__Exercise prompt__
Every line with the string "junction" in it belongs in your answer, so copy them all from the data.

__Collected data entries__
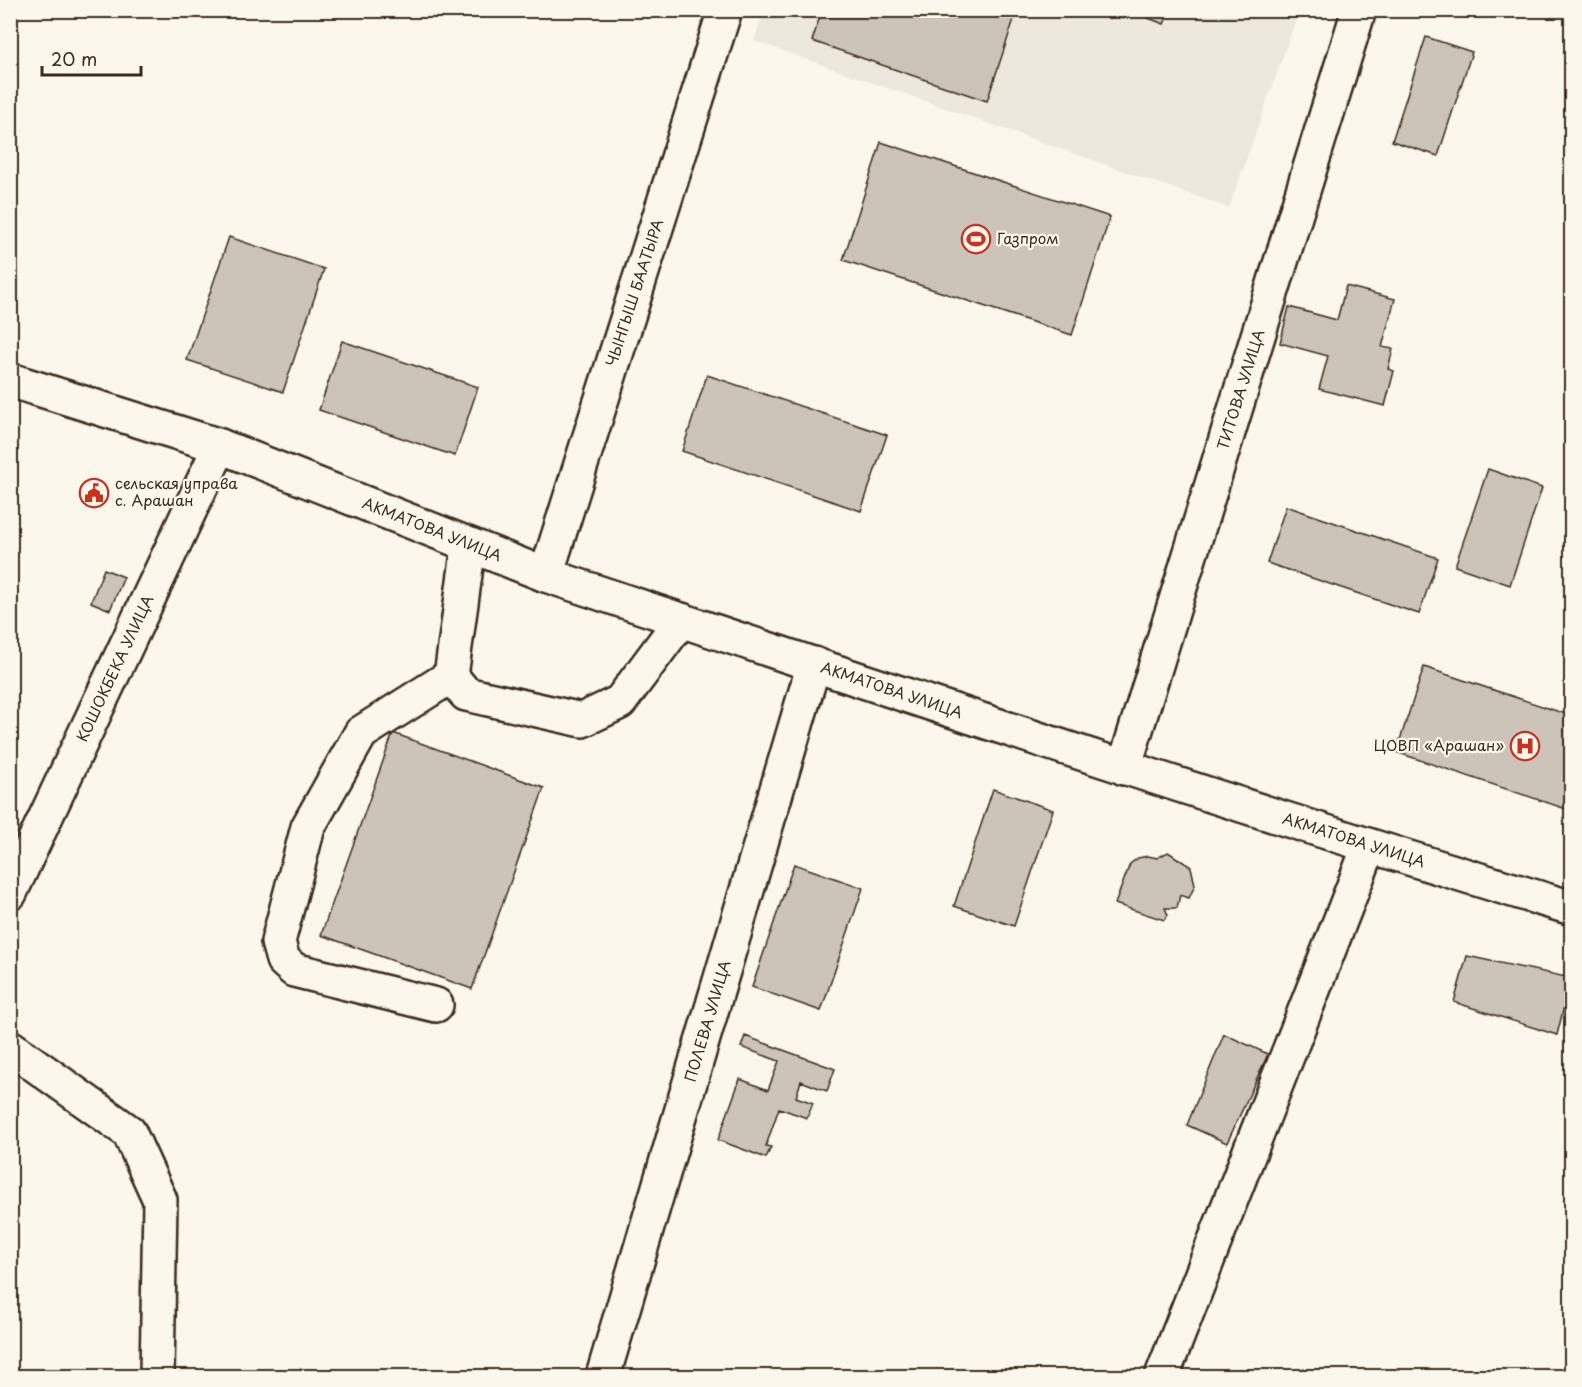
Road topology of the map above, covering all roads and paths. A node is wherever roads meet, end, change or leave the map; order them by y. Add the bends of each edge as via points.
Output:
1 (725, 10) edge
2 (1359, 10) edge
3 (10, 380) edge
4 (220, 446) junction
5 (469, 545) junction
6 (546, 575) junction
7 (681, 620) junction
8 (814, 664) junction
9 (451, 676) junction
10 (1124, 768) junction
11 (1369, 847) junction
12 (10, 893) edge
13 (1572, 908) edge
14 (436, 1005) dead end
15 (10, 1047) edge
16 (158, 1377) edge
17 (603, 1377) edge
18 (1162, 1377) edge

1 - 6 street, ЧЫНГЫШ БААТЫРА
2 - 10 street, ТИТОВА УЛИЦА
3 - 4 street, АКМАТОВА УЛИЦА
4 - 5 street, АКМАТОВА УЛИЦА
4 - 12 street, КОШОКБЕКА УЛИЦА
5 - 6 street, АКМАТОВА УЛИЦА
5 - 9 street
6 - 7 street, АКМАТОВА УЛИЦА
7 - 8 street, АКМАТОВА УЛИЦА
7 - 9 street via 620,702 582,720 466,694
8 - 10 street, АКМАТОВА УЛИЦА
8 - 17 street, ПОЛЕВА УЛИЦА
9 - 14 street via 361,733 308,827 278,942 283,960 294,970
10 - 11 street, АКМАТОВА УЛИЦА
11 - 13 street, АКМАТОВА УЛИЦА
11 - 18 street
15 - 16 street via 129,1132 160,1200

__Result of this task__
4 (220, 446) junction
5 (469, 545) junction
6 (546, 575) junction
7 (681, 620) junction
8 (814, 664) junction
9 (451, 676) junction
10 (1124, 768) junction
11 (1369, 847) junction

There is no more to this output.